Only one writer could have invented him: Franz Kafka. Spassky, on the other hand, could be the hero of any Stalin Prize-winning novelist . . . Poor Bobby? Poor Boris. One wonders who is more to be pitied; a state-owned gladiator or a freelance samurai.’

 Arthur Koestler, ‘The Glorious and Bloody Game’,

The Heel of Achilles: Essays 1968–1973 (1976), pp.198, 209

 

Koestler with wife Cynthia

For all his insight, Koestler is sloppy on chess history. You can sense Edward Winter’s hackles rising as he writes about the ‘Frenchman’ Damiano, ‘world champion’ Morphy, ‘Taimonov’ and trots out hoary canards about ‘insane’ chess players, but he writes vividly on the beauty, violence and almost paranormal properties of the game:

‘ . . . chess is the perfect paradigm for both the glory and the bloodiness of the human mind. On the one hand, an exercise in pure imagination happily married to logic, staged as a ballet of symbolic figures on a mosaic of sixty-four squares; on the other hand, a gladiatorial contest. (p.196)

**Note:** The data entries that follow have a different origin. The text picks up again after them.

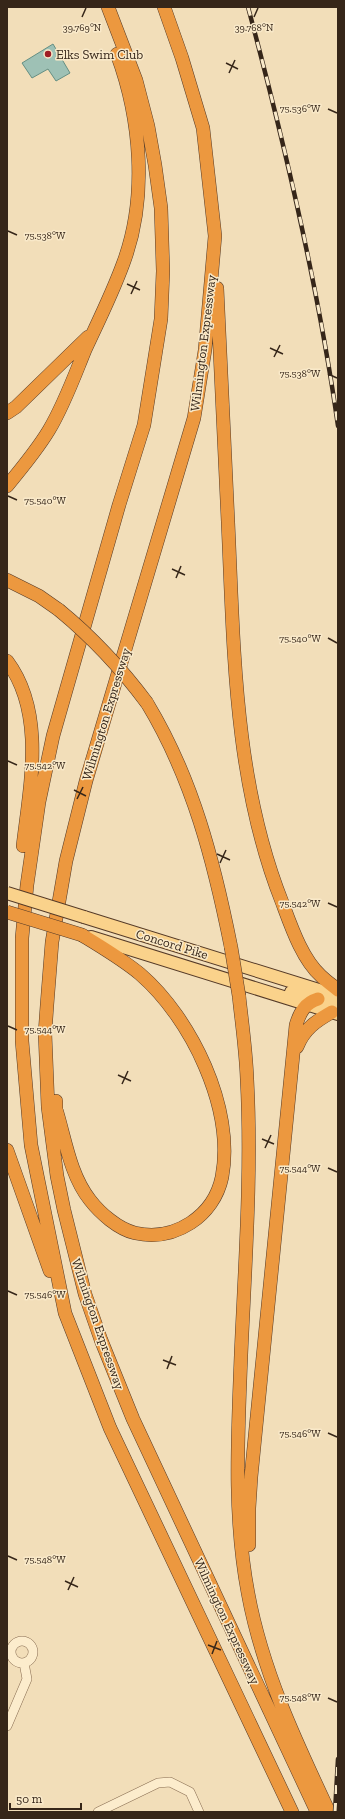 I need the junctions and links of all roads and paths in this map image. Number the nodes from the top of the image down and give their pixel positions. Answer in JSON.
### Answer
{"nodes":[{"id":1,"x":99,"y":7,"type":"edge"},
{"id":2,"x":108,"y":7,"type":"edge"},
{"id":3,"x":164,"y":7,"type":"edge"},
{"id":4,"x":215,"y":236,"type":"junction"},
{"id":5,"x":96,"y":328,"type":"junction"},
{"id":6,"x":7,"y":413,"type":"edge"},
{"id":7,"x":7,"y":486,"type":"edge"},
{"id":8,"x":7,"y":580,"type":"edge"},
{"id":9,"x":7,"y":661,"type":"edge"},
{"id":10,"x":7,"y":893,"type":"edge"},
{"id":11,"x":7,"y":912,"type":"edge"},
{"id":12,"x":82,"y":935,"type":"junction"},
{"id":13,"x":51,"y":955,"type":"junction"},
{"id":14,"x":338,"y":990,"type":"edge"},
{"id":15,"x":338,"y":996,"type":"edge"},
{"id":16,"x":313,"y":1002,"type":"junction"},
{"id":17,"x":22,"y":1006,"type":"junction"},
{"id":18,"x":336,"y":1010,"type":"edge"},
{"id":19,"x":291,"y":1074,"type":"junction"},
{"id":20,"x":7,"y":1150,"type":"edge"},
{"id":21,"x":65,"y":1312,"type":"junction"},
{"id":22,"x":256,"y":1628,"type":"junction"},
{"id":23,"x":24,"y":1663,"type":"dead end"},
{"id":24,"x":7,"y":1726,"type":"edge"},
{"id":25,"x":98,"y":1812,"type":"edge"},
{"id":26,"x":199,"y":1812,"type":"edge"},
{"id":27,"x":292,"y":1812,"type":"edge"},
{"id":28,"x":317,"y":1812,"type":"edge"},
{"id":29,"x":329,"y":1812,"type":"edge"}],
"edges":[{"from":1,"to":5,"type":"highway"},
{"from":2,"to":17,"type":"highway","name":"Wilmington Expressway"},
{"from":3,"to":4,"type":"highway","name":"Wilmington Expressway"},
{"from":4,"to":13,"type":"highway","name":"Wilmington Expressway"},
{"from":4,"to":14,"type":"highway"},
{"from":5,"to":6,"type":"highway"},
{"from":5,"to":7,"type":"highway"},
{"from":8,"to":22,"type":"highway","bridge":true},
{"from":9,"to":17,"type":"highway"},
{"from":10,"to":15,"type":"main road","name":"Concord Pike","bridge":true},
{"from":11,"to":12,"type":"highway","name":"Concord Pike","bridge":true},
{"from":12,"to":13,"type":"highway"},
{"from":12,"to":16,"type":"main road","name":"Concord Pike"},
{"from":13,"to":28,"type":"highway","name":"Wilmington Expressway"},
{"from":16,"to":18,"type":"main road","name":"Concord Pike"},
{"from":16,"to":19,"type":"highway"},
{"from":17,"to":21,"type":"highway","name":"Wilmington Expressway"},
{"from":18,"to":19,"type":"highway"},
{"from":19,"to":22,"type":"highway"},
{"from":20,"to":21,"type":"highway"},
{"from":21,"to":27,"type":"highway","name":"Wilmington Expressway"},
{"from":22,"to":29,"type":"highway"},
{"from":23,"to":24,"type":"street"},
{"from":25,"to":26,"type":"street"}]} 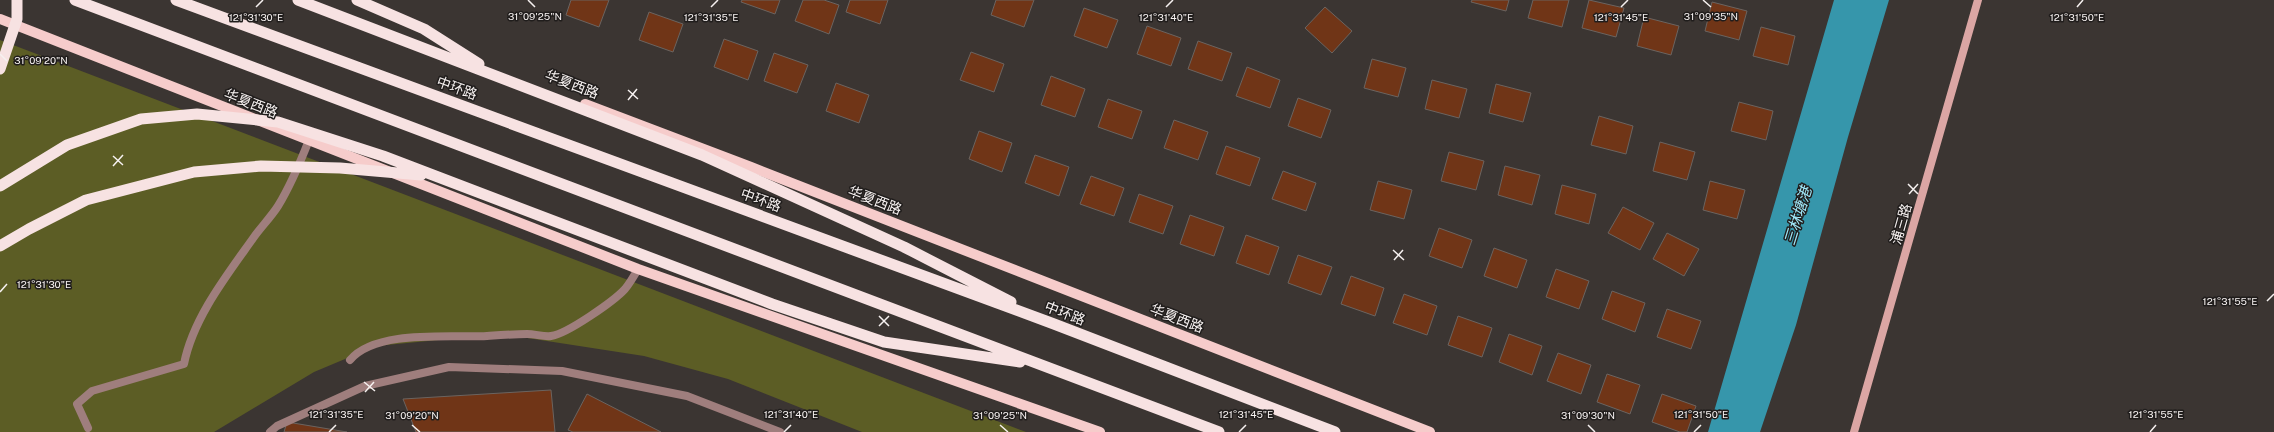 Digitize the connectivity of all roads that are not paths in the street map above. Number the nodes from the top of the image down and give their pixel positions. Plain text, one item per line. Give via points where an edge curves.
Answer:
1 (17, 0) edge
2 (75, 0) edge
3 (176, 0) edge
4 (298, 0) edge
5 (308, 0) edge
6 (357, 0) edge
7 (1978, 0) edge
8 (0, 20) edge
9 (0, 69) edge
10 (499, 77) junction
11 (309, 140) junction
12 (436, 176) junction
13 (0, 186) edge
14 (0, 246) edge
15 (638, 269) junction
16 (1054, 324) junction
17 (350, 360) dead end
18 (1040, 364) junction
19 (88, 428) dead end
20 (270, 432) edge
21 (780, 432) edge
22 (1100, 432) edge
23 (1219, 432) edge
24 (1335, 432) edge
25 (1430, 432) edge
26 (1854, 432) edge

1 - 9 highway via 17,19
2 - 18 highway
3 - 16 highway, 中环路
4 - 10 highway
5 - 25 main road, 华夏西路 via 751,167
6 - 10 highway via 424,29
7 - 26 main road, 浦三路
8 - 11 main road, 华夏西路
10 - 16 highway via 710,159 904,247
11 - 15 main road, 华夏西路
11 - 19 street via 292,182 278,207 221,286 201,321 188,345 184,364 92,391 77,404
12 - 13 highway via 278,122 197,114 141,119 67,146
12 - 14 highway via 340,168 261,166 194,172 86,200
12 - 18 highway via 772,304 884,342
15 - 17 street via 624,290 613,300 578,325 550,336 438,335 393,340 356,353
15 - 22 main road, 华夏西路
16 - 24 highway, 中环路
18 - 23 highway
20 - 21 street via 277,426 365,386 449,367 562,371 686,396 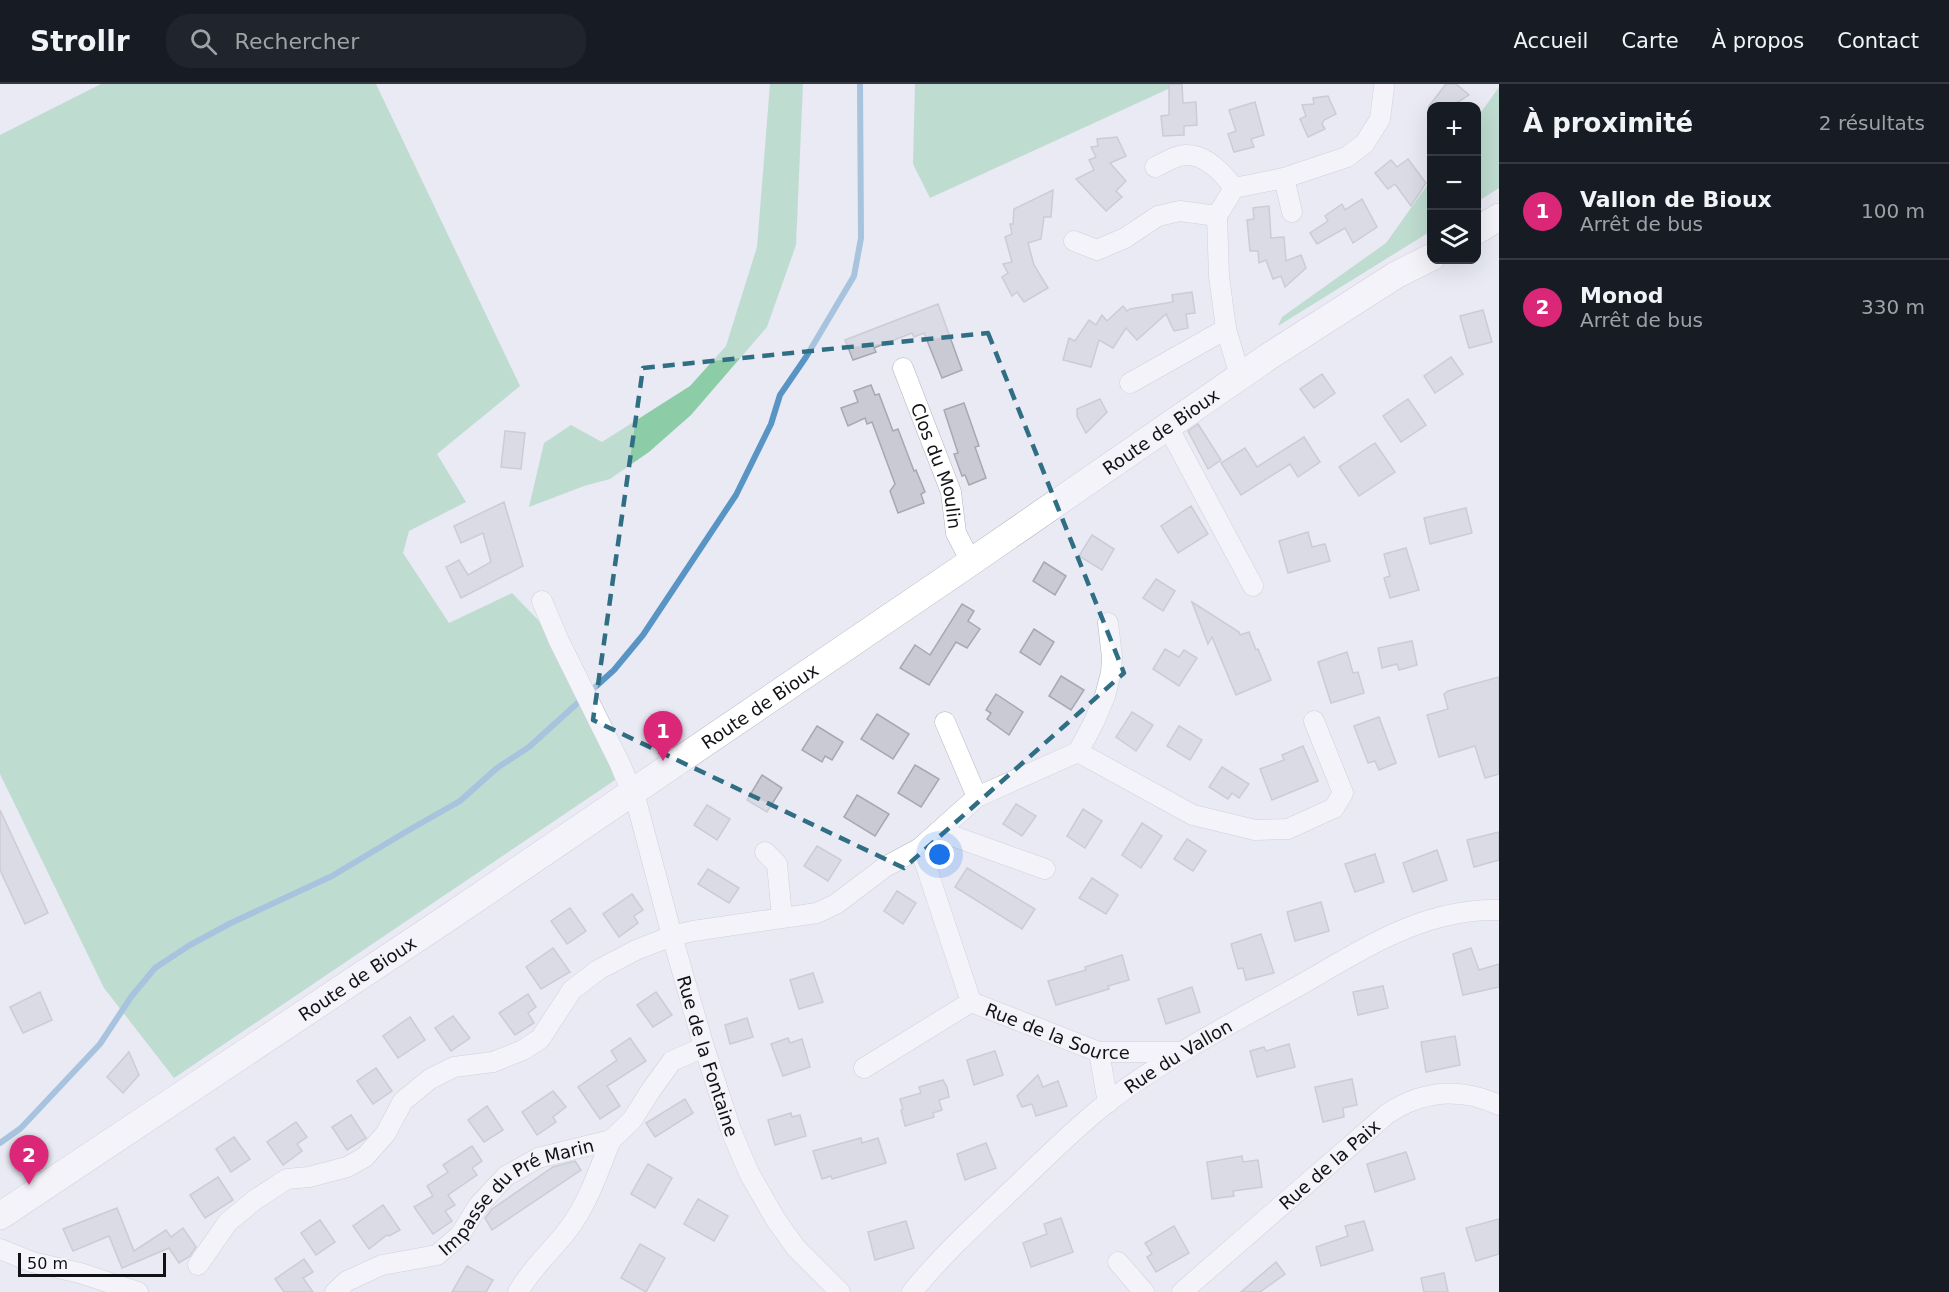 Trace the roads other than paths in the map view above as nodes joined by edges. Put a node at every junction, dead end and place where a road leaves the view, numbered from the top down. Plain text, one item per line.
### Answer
1 (1384, 87) dead end
2 (1155, 167) dead end
3 (1284, 178) junction
4 (1234, 188) junction
5 (1292, 212) dead end
6 (1217, 216) junction
7 (1499, 218) edge
8 (1481, 228) edge
9 (1499, 232) edge
10 (1481, 237) edge
11 (1074, 241) dead end
12 (1427, 259) edge
13 (1226, 329) junction
14 (903, 368) dead end
15 (1240, 376) junction
16 (1130, 383) dead end
17 (1167, 425) junction
18 (971, 562) junction
19 (1253, 586) dead end
20 (542, 601) dead end
21 (1108, 623) dead end
22 (945, 722) dead end
23 (1314, 722) dead end
24 (1077, 752) junction
25 (633, 792) junction
26 (976, 797) junction
27 (939, 831) junction
28 (920, 848) junction
29 (765, 852) dead end
30 (1045, 869) dead end
31 (1499, 910) edge
32 (782, 917) junction
33 (672, 936) junction
34 (971, 1002) junction
35 (704, 1047) junction
36 (1099, 1052) junction
37 (1182, 1052) junction
38 (864, 1068) dead end
39 (1108, 1102) junction
40 (1499, 1105) edge
41 (611, 1140) junction
42 (1, 1212) edge
43 (0, 1248) edge
44 (1118, 1262) dead end
45 (198, 1264) dead end
46 (138, 1292) edge
47 (335, 1292) edge
48 (518, 1292) edge
49 (840, 1292) edge
50 (912, 1292) edge
51 (1144, 1292) edge
52 (1182, 1292) edge

1 - 3 street
2 - 4 street
3 - 4 street
3 - 5 street
4 - 6 street
6 - 11 street
6 - 13 street
7 - 8 main road
9 - 10 main road
12 - 15 main road, Route de Bioux
13 - 15 street
13 - 16 street
14 - 18 street, Clos du Moulin
15 - 17 main road, Route de Bioux
17 - 18 main road, Route de Bioux
17 - 19 street
18 - 25 main road, Route de Bioux
20 - 25 street, Rue de la Fontaine
21 - 24 street
22 - 26 street
23 - 24 street
24 - 26 street
25 - 33 street, Rue de la Fontaine
25 - 42 main road, Route de Bioux
26 - 27 street
27 - 28 street
27 - 30 street
28 - 32 street
28 - 34 street, Rue de la Source
29 - 32 street
31 - 37 street, Rue du Vallon
32 - 33 street
33 - 35 street, Rue de la Fontaine
33 - 45 street
34 - 36 street, Rue de la Source
34 - 38 street, Rue de la Source
35 - 41 street, Impasse du Pré Marin
35 - 49 street, Rue de la Fontaine
36 - 37 street, Rue de la Source
36 - 39 street
37 - 39 street, Rue du Vallon
39 - 50 street, Rue du Vallon
40 - 52 street, Rue de la Paix
41 - 47 street, Impasse du Pré Marin
41 - 48 street
43 - 46 street
44 - 51 street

. . . each chessman, whether bishop, rook, knight or queen, embodies a dynamic threat, as if it were alive and animated by the desire to inflict maximum damage (by attack or defence) on the opponent’s men. When a chess-player looks at the board, he does not see a static mosaic, a “still-life”, but a magnetic field of forces, charged with energy – as Faraday saw the stresses surrounding magnets and currents as curves in space, or as Van Gogh saw vortices in the skies of Provence. Thus there is a strong element of animism and magic in the game.’ (p.200)

It’s a theme that Kasparov takes up in his purple preamble to Korchnoi–Kasparov (Lucerne 1982):

‘ . . . It can happen that the pieces as though receive an invisible impulse from the players, come alive, and begin to live their own lives. And when the energy invested by both sides reaches a critical point, the game begins to develop according to laws unknown to anyone, and it is no longer possible to control its course. The flood of concentrated chess thought washes away the usual contours of the board, and after twisting the pieces into violent pandemonium, it crashes down the depths of chess art.’

The Test of Time (1986), p.129

Koestler’s masterpiece

Koestler proudly declares himself a member of the fraternity of  ‘Passionate Duffers’. ‘We worship Caissa, the Muse of Chess, but owing to the inadequacy of our mental equipment can never hope to attain to her favours, condemned as we are to remain lifelong amateurs in the double meaning of that word: dilettantes and aficionados’ (p.195).

‘In the weeks to come we shall have the opportunity of watching two men facing each other in silence across the high-voltage board, where every move could make the fuses blow, each in a kind of waking trance, making the figures form a poetic dance which exists only in their mind’s eye, then mentally rearranging them in a different configuration, and yet another one, variation upon variation, while the ballet-master himself remains immobile and the kaleidoscopic changes of scenery all take place inside his skull.

While the game is on, it is only the choreography that matters – aggression is sublimated into dazzling acrobatics. There may be more unedifying episodes to come, but whatever happens, the fraternity of Passionate Duffers craves your indulgence for the magicians of the glorious and bloody game . . . ’  (p.202)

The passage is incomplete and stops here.